- **ASSIGNMENT**: What is the count of lines in the records that include "pinky"? Reply with that number alone.

[GIVEN ENTRIES Boundary: Start]

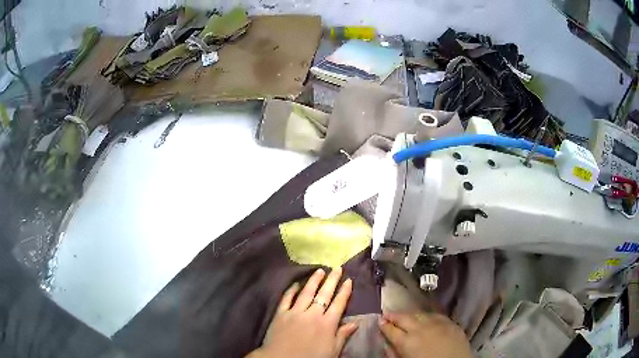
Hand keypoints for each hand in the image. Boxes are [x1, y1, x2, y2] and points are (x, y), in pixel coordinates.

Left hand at [247, 267, 357, 357]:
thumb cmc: (311, 357)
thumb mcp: (332, 351)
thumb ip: (342, 335)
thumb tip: (356, 323)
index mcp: (327, 324)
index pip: (339, 304)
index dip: (345, 291)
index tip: (349, 280)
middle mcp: (313, 314)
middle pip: (324, 294)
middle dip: (332, 280)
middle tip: (337, 268)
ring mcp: (295, 312)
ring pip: (306, 292)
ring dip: (314, 281)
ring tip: (320, 271)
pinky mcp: (281, 314)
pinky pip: (287, 298)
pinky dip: (292, 290)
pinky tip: (296, 283)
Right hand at [379, 312, 471, 357]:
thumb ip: (394, 353)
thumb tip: (386, 344)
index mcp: (407, 342)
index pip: (391, 330)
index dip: (383, 325)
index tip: (379, 321)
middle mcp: (420, 329)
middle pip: (404, 318)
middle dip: (394, 315)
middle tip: (387, 314)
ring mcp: (437, 323)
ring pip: (419, 314)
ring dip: (410, 315)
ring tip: (405, 316)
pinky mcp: (450, 322)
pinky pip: (435, 315)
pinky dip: (427, 316)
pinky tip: (425, 318)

[GIVEN ENTRIES Boundary: End]

- **RESPONSE AREA**: 8